The course was divided into 3 units. Unit 1 presented information about how stress affects the body both physically and emotionally. Financial problems, time constraints, social interactions, cultural stressors (poverty, oppression, marginalization), natural disasters, traumatic events, excessive screen time, air, noise or light pollution, and infections are all stressors and activate that “flight or fight” survival mode. Being in a stressful “flight or fight” mode changes the rhythm of your heartbeat, inhibits proper digestion, alters breathing patterns, and raises blood sugar, none of which are conducive to a healthy body long term.
Unit 2 was full of suggestions on changing your diet in order to reduce the effects of stress on the body. (See Food as Medicine) I was surprised to see how strong the gut-brain connection really is. Adding prebiotic (whole grains such as wheat and rye, legumes, alliums like onions, garlic and leeks, bananas, asparagus, artichokes, Jerusalem artichokes, chicory, dandelion, burdock roots) and probiotic (yogurt and milk kefir, fermented vegetables like sauerkraut, kimchi, cultured pickles, miso and other fermented soy products like tempeh, and fermented drinks like kombucha and water kefir) foods to your diet will certainly help you reach a more balanced state of wellness. (See also Gut Health Super Bundle, Garlic Tea, and Herbal Fermentation) Making food from scratch, including bitters in your diet, ensuring proper hydration, taking the time to enjoy your meal without distractions, and avoiding caffeine, alcohol, refined sugar and artificial sweeteners are also great suggestions for improving gut health. The course included several printouts highlighting trace nutrients the body needs to reduce or eliminate the physical and emotional effects of stress.
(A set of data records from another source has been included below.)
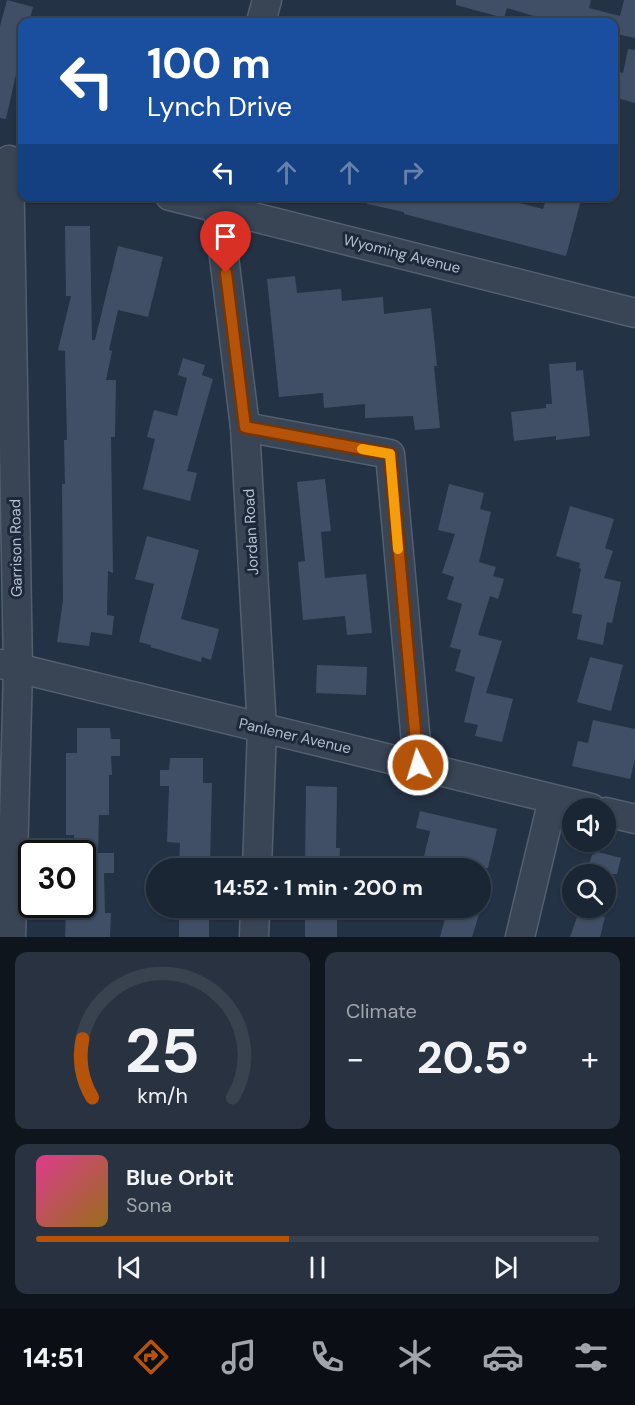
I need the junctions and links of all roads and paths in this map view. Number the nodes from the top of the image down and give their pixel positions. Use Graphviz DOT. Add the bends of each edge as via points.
graph roads {
  1 [pos="267,0"];
  2 [pos="262,18"];
  3 [pos="11,160"];
  4 [pos="219,202"];
  5 [pos="635,313"];
  6 [pos="245,427"];
  7 [pos="9,667"];
  8 [pos="262,729"];
  9 [pos="418,765"];
  10 [pos="553,800"];
  11 [pos="562,802"];
  12 [pos="616,814"];
  13 [pos="635,819"];
  14 [pos="257,858"];
  15 [pos="255,918"];
  16 [pos="11,937"];
  17 [pos="254,937"];
  18 [pos="520,937"];
  1 -- 2 [label="street"];
  3 -- 7 [label="street, Garrison Road"];
  4 -- 5 [label="street, Wyoming Avenue"];
  4 -- 6 [label="street, Jordan Road"];
  6 -- 8 [label="street, Jordan Road"];
  6 -- 9 [label="street" via="390,454"];
  7 -- 8 [label="street, Panlener Avenue"];
  7 -- 16 [label="street, Garrison Road"];
  8 -- 9 [label="street, Panlener Avenue"];
  8 -- 14 [label="street, Jordan Road"];
  9 -- 10 [label="street, Panlener Avenue"];
  10 -- 11 [label="street, Panlener Avenue"];
  10 -- 18 [label="street"];
  12 -- 13 [label="street"];
  15 -- 17 [label="street"];
}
In addition to dietary recommendations, lifestyle alterations can really make a difference to your health. Adding practices, like mindful breathing, yoga, and Tai Chi have been shown to reduce stress. Here, try one now.
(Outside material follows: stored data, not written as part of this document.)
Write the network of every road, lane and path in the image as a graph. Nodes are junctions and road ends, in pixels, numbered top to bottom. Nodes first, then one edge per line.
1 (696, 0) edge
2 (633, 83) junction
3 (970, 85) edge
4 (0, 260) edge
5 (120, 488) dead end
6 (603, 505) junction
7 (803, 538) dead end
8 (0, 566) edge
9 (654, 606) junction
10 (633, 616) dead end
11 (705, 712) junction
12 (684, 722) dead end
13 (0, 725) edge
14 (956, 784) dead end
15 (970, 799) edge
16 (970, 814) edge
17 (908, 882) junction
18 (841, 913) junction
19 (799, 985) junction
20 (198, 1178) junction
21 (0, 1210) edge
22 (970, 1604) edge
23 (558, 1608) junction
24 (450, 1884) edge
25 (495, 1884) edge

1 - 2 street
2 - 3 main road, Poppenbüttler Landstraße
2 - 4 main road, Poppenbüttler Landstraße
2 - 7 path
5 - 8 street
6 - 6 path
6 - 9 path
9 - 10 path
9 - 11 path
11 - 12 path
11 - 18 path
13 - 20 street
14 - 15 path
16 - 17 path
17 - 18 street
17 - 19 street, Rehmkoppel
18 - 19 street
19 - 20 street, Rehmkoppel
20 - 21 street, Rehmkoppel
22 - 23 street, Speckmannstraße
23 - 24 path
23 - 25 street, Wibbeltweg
Other things you can do to improve your health generally involve spending more time in nature and bettering your social support system. I don’t mean more friends on Facebook, but improving the quality of your relationships. I’ll talk more about these in an upcoming post on the Happiness Course I finished recently.
Unit 2 also had a good introduction to aromatherapy and essential oils as they relate to stress and self-care including a list of herbs shown to be most effective for a variety of stress-induced ailments. Lavender tops the list in several categories. The course provided recipes for several aromatherapy herbal blends to try out.
After addressing safety issues and possible drug interactions, Unit 3 outlined three types of herbs most beneficial for stress-reduction application: nervines, adaptogens, and sedatives. Nervines are herbs that influence the nervous system in some way. Chamomile and lemon balm are nervines. Adaptogens, also known as Qi tonics or Rasayana, are herbs that assist natural adaptive responses to stress. Licorice is an adaptogen. Sedatives are herbs that can sedate the central and peripheral nervous systems. Hops and valerian are sedatives. There was also a section on how to make infusions, decoctions, tinctures, and tea blends using the 17 herbs highlighted.
The more I delve into herbal lore, the more I realize how much I have yet to learn. Once upon a time, herbal remedies, medicines, and tonics were carefully preserved generation after generation. These days, it’s so easy to rely on pharmaceuticals when illness strikes and the continuity of natural healing has been lost. What I really appreciated most about this course was that using herbs for wellness wasn’t presented as a miracle cure-all, rather incorporating herbs is only one aspect of healthy living. The lifestyle that many live is not conducive to optimal wellness. Perhaps it’s time to take a moment and find balance.